In America, Thanksgiving Day is a tradition where people spend time with their family, watching parades that have marching bands and floats, feasting on turkey and other home-cooked food and of course giving thanks for everything they have been blessed with in the year gone by. If you want to know more about thanksgiving, here are some Thanksgiving facts.
Thanksgiving Facts
- To reach North America, the pilgrims sailed across the Atlantic Ocean.
- It was in December 1620 that the pilgrims arrived in North America.
- The ship the pilgrims sailed in was called the "Mayflower."
- The pilgrims brought beer with them in the Mayflower.
- The first Thanksgiving Day was celebrated in Plymouth, Massachusetts.

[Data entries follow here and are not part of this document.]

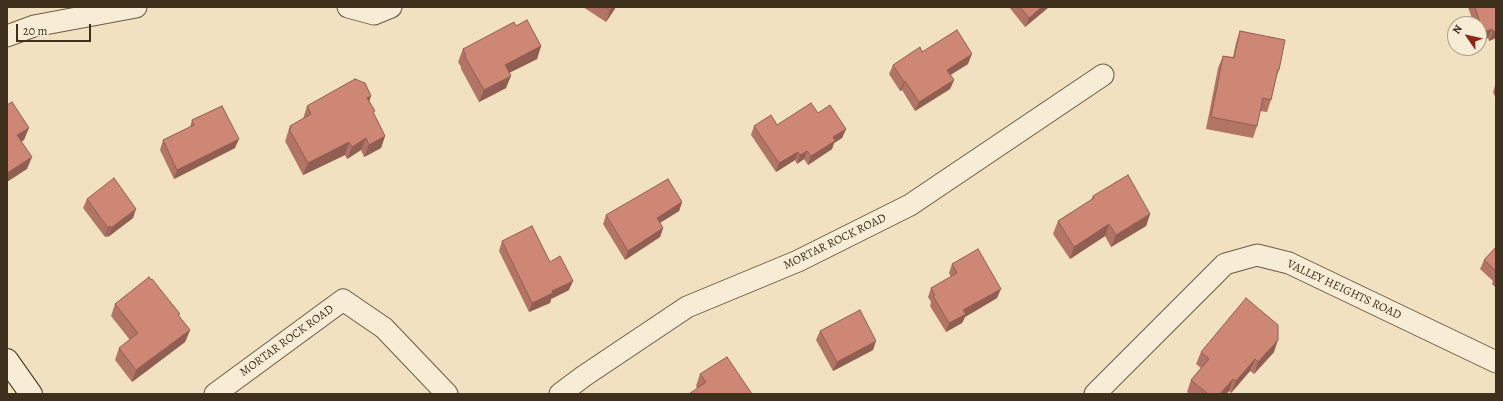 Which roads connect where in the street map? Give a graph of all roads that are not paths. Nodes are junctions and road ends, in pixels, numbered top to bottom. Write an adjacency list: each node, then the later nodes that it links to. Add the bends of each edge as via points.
1 (136, 7): 4 (street, via 34,26)
2 (348, 7): 3 (street, via 374,14)
3 (391, 7)
4 (7, 36)
5 (1103, 75): 11 (street, MORTAR ROCK ROAD, via 910,205 798,261 687,307)
6 (7, 360): 8 (main road)
7 (1496, 362): 12 (street, VALLEY HEIGHTS ROAD, via 1289,263 1257,255 1225,264)
8 (31, 394)
9 (215, 394): 10 (street, MORTAR ROCK ROAD, via 343,300 384,328)
10 (447, 394)
11 (560, 394)
12 (1095, 394)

- The Thanksgiving Day celebration lasted for 3 days.
- In the United States, Thanksgiving is celebrated on the fourth Thursday in the month of November.
- The pilgrims learnt to cultivate land from the Wampanoag Indians.
- A turkey’s wishbone is treated as a good luck ritual on Thanksgiving Day.
- Edward Winslow, who was a participant in the First Thanksgiving, said that the Thanksgiving feast consisted of corn, barley and fowl which included wild turkeys, water fowl and venison.
- The largest consumers of turkey in the United States are the Californians.
- It was in the year 1939 that President Franklin D. Roosevelt restored the Thursday before the last of November as Thanksgiving Day. The idea behind his decision was to make the Christmas season last longer and thus bring about an increase in the economy of the state.
- It was Benjamin Franklin who wanted the turkey to be known as the national bird of the United States. However, Thomas Jefferson opposed his decision.
- 1941 was the year in which the Congress passed an official proclamation which stated that from that year onwards Thanksgiving Day would be celebrated on the fourth Thursday of the month of November. It also said that Thanksgiving would be celebrated as a legal holiday.
- The first Thanksgiving Day Proclamation was issued in the year 1789 and again in 1795, by President George Washington.
- Thanksgiving Day was celebrated as a national day of prayer and thanksgiving in 1863 because of the efforts of Sarah Josepha Hale, an editor of a magazine. It was she who began a thanksgiving campaign in 1827.
- In Canada Thanksgiving is celebrated on the second Monday in the month of October.
- It was in the 1920’s that the annual Macy’s Thanksgiving Day Parade tradition began.